Here's and explanation of the command line options:

• -x509 - output a self-signed certificate rather than a CSR.
• -days 365 - make the self-signed certificate valid for one year.
• -in hostcsr.pem - read in the CSR from the file hostcsr.pem.
• -key hostkey.pem - read in the private key from the file hostkey.pem.
• -out hostcert.pem - write out the self-signed certificate to the file hostcert.pem.

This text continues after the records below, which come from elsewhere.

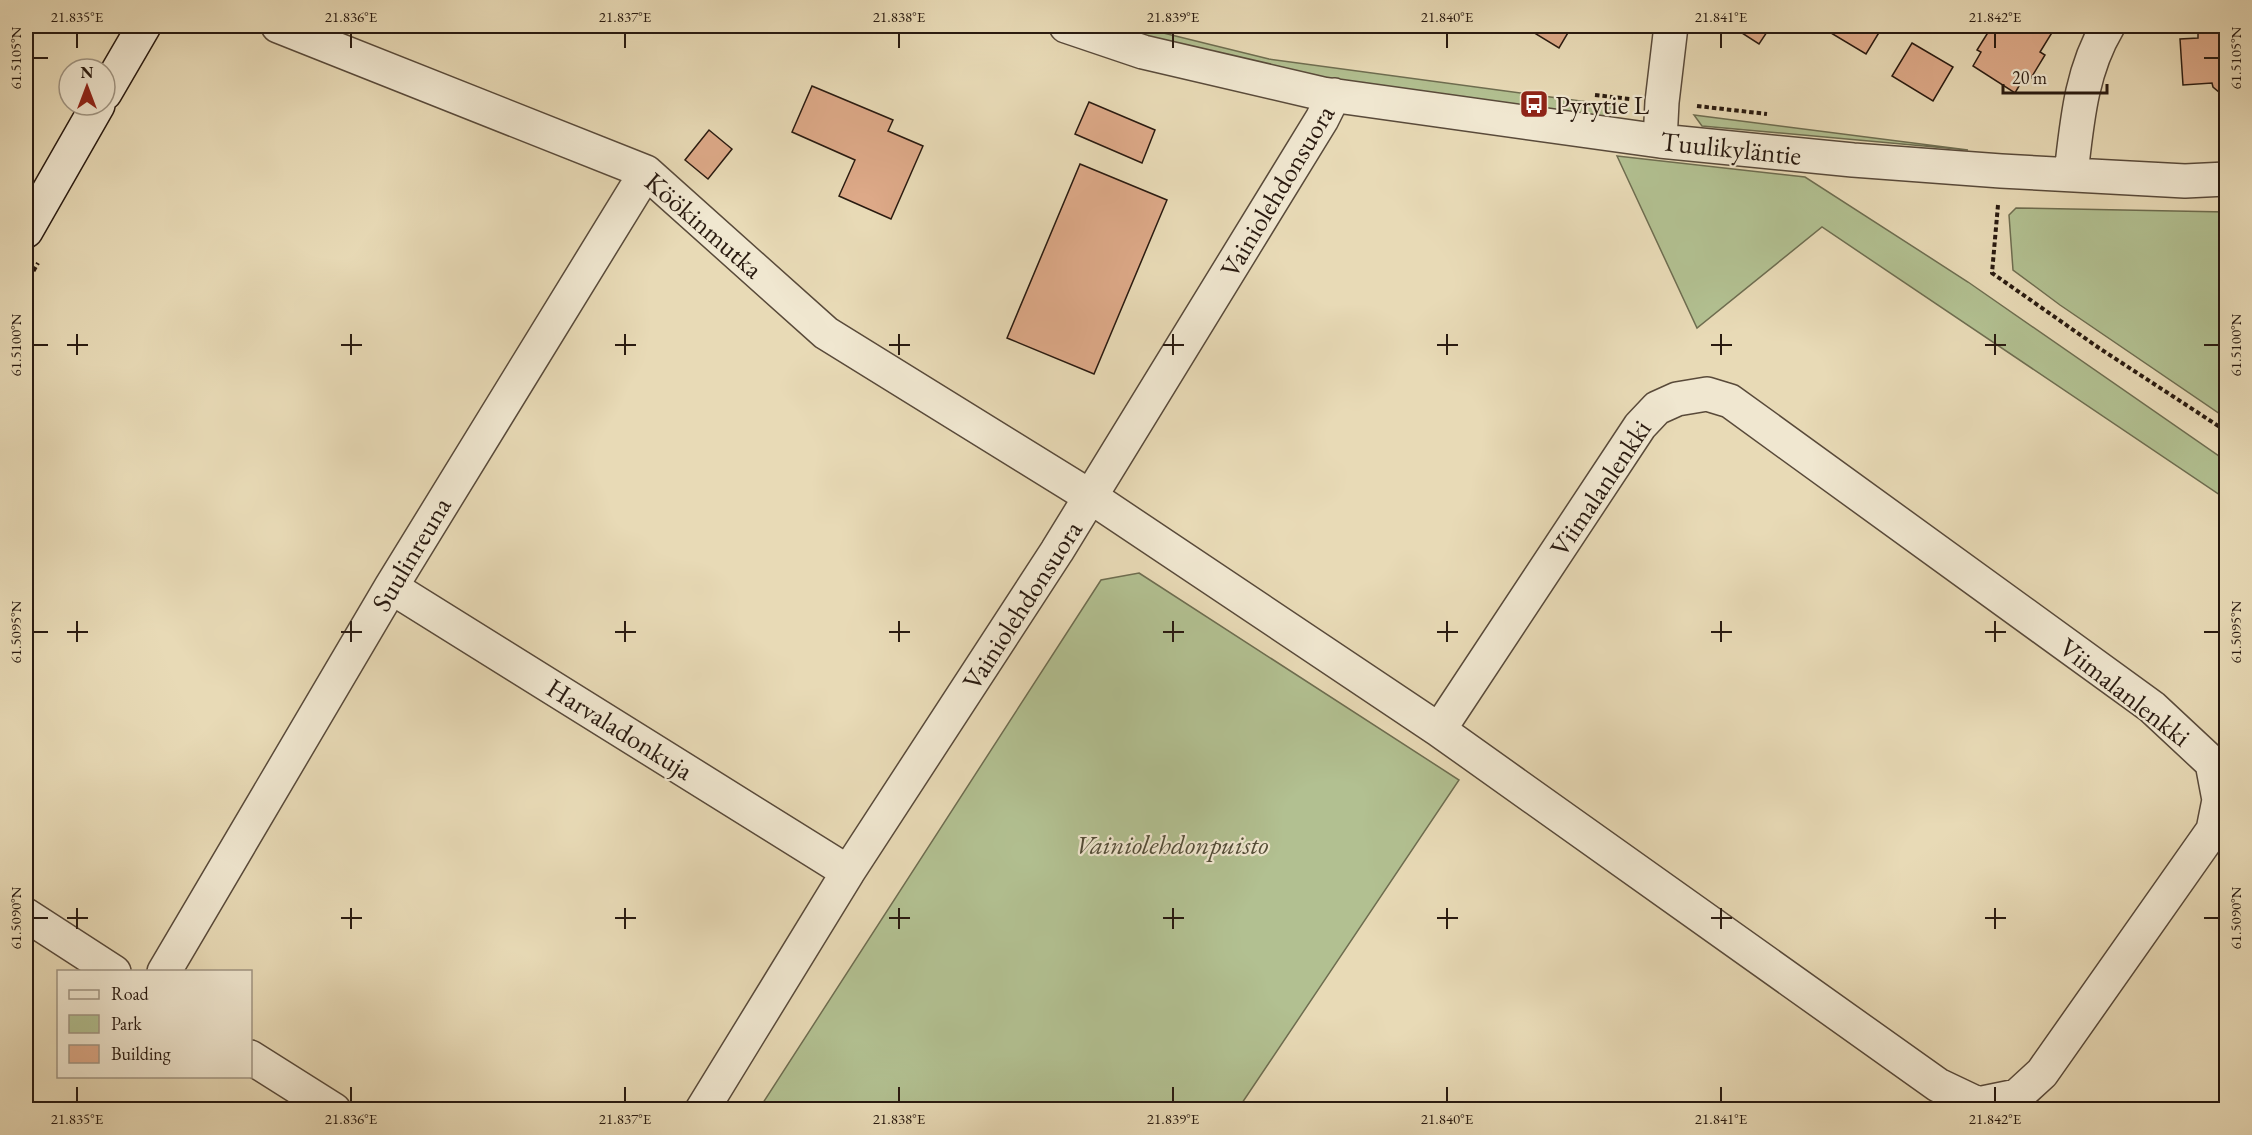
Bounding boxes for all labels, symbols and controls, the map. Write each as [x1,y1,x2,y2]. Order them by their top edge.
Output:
text: 21.835°E [51,7,104,26]
text: 21.836°E [325,7,378,26]
text: 21.837°E [599,7,652,26]
text: 21.838°E [873,7,926,26]
text: 21.839°E [1147,7,1200,26]
text: 21.840°E [1421,7,1474,26]
text: 21.841°E [1695,7,1748,26]
text: 21.842°E [1969,7,2022,26]
text: 61.5105°N [6,26,25,89]
text: 61.5105°N [2226,26,2245,89]
north arrow [57,57,117,117]
scale bar [2003,57,2106,95]
text: N [81,62,94,83]
text: 20 m [2012,66,2047,89]
place label: Pyrytie L [1555,87,1650,122]
bus stop icon: Pyrytie L [1518,88,1550,120]
street label: Vainiolehdonsuora [1212,98,1342,284]
street label: Tuulikyläntie [1659,123,1803,173]
street label: Köökinmutka [638,164,771,286]
text: 61.5100°N [6,313,25,376]
text: 61.5100°N [2226,313,2245,376]
street label: Viimalanlenkki [1541,413,1659,563]
street label: Suulinreuna [363,490,459,618]
street label: Vainiolehdonsuora [954,514,1090,696]
text: 61.5095°N [6,600,25,663]
text: 61.5095°N [2226,600,2245,663]
street label: Viimalanlenkki [2052,630,2198,754]
street label: Harvaladonkuja [540,670,700,788]
park label: Vainiolehdonpuisto [1075,827,1269,862]
text: 61.5090°N [6,886,25,949]
text: 61.5090°N [2226,886,2245,949]
legend [57,970,252,1078]
text: Road [111,982,150,1005]
text: Park [111,1012,142,1035]
text: Building [111,1042,171,1065]
text: 21.835°E [51,1109,104,1128]
text: 21.836°E [325,1109,378,1128]
text: 21.837°E [599,1109,652,1128]
text: 21.838°E [873,1109,926,1128]
text: 21.839°E [1147,1109,1200,1128]
text: 21.840°E [1421,1109,1474,1128]
text: 21.841°E [1695,1109,1748,1128]
text: 21.842°E [1969,1109,2022,1128]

View The Contents Of A Certificate Signing Request Once you have created a Certificate Signing Request (CSR), you can look at the contents of the file using a text editor. But you will only see a block of PEM-encoded text such as this:

    -----BEGIN CERTIFICATE REQUEST-----
    MIIBhzCB8QIBADBIMQswCQYDVQQGEwJVUzERMA8GA1UECBMISWxsaW5vaXMxDzAN
    BgNVBAcTBlVyYmFuYTEVMBMGA1UEAxMMVGVycnkgRmxldXJ5MIGfMA0GCSqGSIb3
    DQEBAQUAA4GNADCBiQKBgQCo/Dod/sGiCSvi+OV295f3eLMMzPKnNjQKabVpGP3x
    2bVHYuJTSz5Umq9DtsaBUMHVgwSCeCjfJAtaONERnJKg7yiyy3kdHgxYeqhoqDoJ
    kqZjoN+bOIZGlGs55ke5AqFYdeIaTAcgcxZMmeYZTdZ4n0cCvLHfcyTuKcGmtWsX
    +wIDAQABoAAwDQYJKoZIhvcNAQEFBQADgYEAVUelcfGlgus/OaTZgoePEmcvX4Lp
    8ofE4sELbM8sg9xiXyw6yQ3e2T3HsYrJnOUUJkgOnL7zwDr29IQ1dG+ScjXKfxgB
    vr2jnwdNbX20YgLyt8ht6NiUE7tQ33zDcSGoi+V2OxSWpbRHnOl6lGdRdh3A1LQj
    wpM7Z5VjngNVfWM=
    -----END CERTIFICATE REQUEST-----

If you want to see the actual entries for this file, you can view the contents as text. Here's is a typical openssl command and the resulting output:

  > openssl req -text -noout -in hostcsr.pem
  Certificate Request:
      Data:
          Version: 0 (0x0)
          Subject: C=US, ST=Illinois, L=Urbana, CN=Terry Fleury
          Subject Public Key Info:
              Public Key Algorithm: rsaEncryption
              RSA Public Key: (1024 bit)
                  Modulus (1024 bit):
                      00:a8:fc:3a:1d:fe:c1:a2:09:2b:e2:f8:e5:76:f7:
                      97:f7:78:b3:0c:cc:f2:a7:36:34:0a:69:b5:69:18:
                      fd:f1:d9:b5:47:62:e2:53:4b:3e:54:9a:af:43:b6:
                      c6:81:50:c1:d5:83:04:82:78:28:df:24:0b:5a:38:
                      d1:11:9c:92:a0:ef:28:b2:cb:79:1d:1e:0c:58:7a:
                      a8:68:a8:3a:09:92:a6:63:a0:df:9b:38:86:46:94:
                      6b:39:e6:47:b9:02:a1:58:75:e2:1a:4c:07:20:73:
                      16:4c:99:e6:19:4d:d6:78:9f:47:02:bc:b1:df:73:
                      24:ee:29:c1:a6:b5:6b:17:fb
                  Exponent: 65537 (0x10001)
          Attributes:
              a0:00
      Signature Algorithm: sha1WithRSAEncryption
          55:47:a5:71:f1:a5:82:eb:3f:39:a4:d9:82:87:8f:12:67:2f:
          5f:82:e9:f2:87:c4:e2:c1:0b:6c:cf:2c:83:dc:62:5f:2c:3a:
          c9:0d:de:d9:3d:c7:b1:8a:c9:9c:e5:14:26:48:0e:9c:be:f3:
          c0:3a:f6:f4:84:35:74:6f:92:72:35:ca:7f:18:01:be:bd:a3:
          9f:07:4d:6d:7d:b4:62:02:f2:b7:c8:6d:e8:d8:94:13:bb:50:
          df:7c:c3:71:21:a8:8b:e5:76:3b:14:96:a5:b4:47:9c:e9:7a:
          94:67:51:76:1d:c0:d4:b4:23:c2:93:3b:67:95:63:9e:03:55:
          7d:63
  >

Here's an explanation of the command line options:

• -text - view the contents of the CSR as plain text.
• -noout - do not output the PEM-encoded version of the CSR.
• -in hostcsr.pem - read in the CSR from the file hostcsr.pem.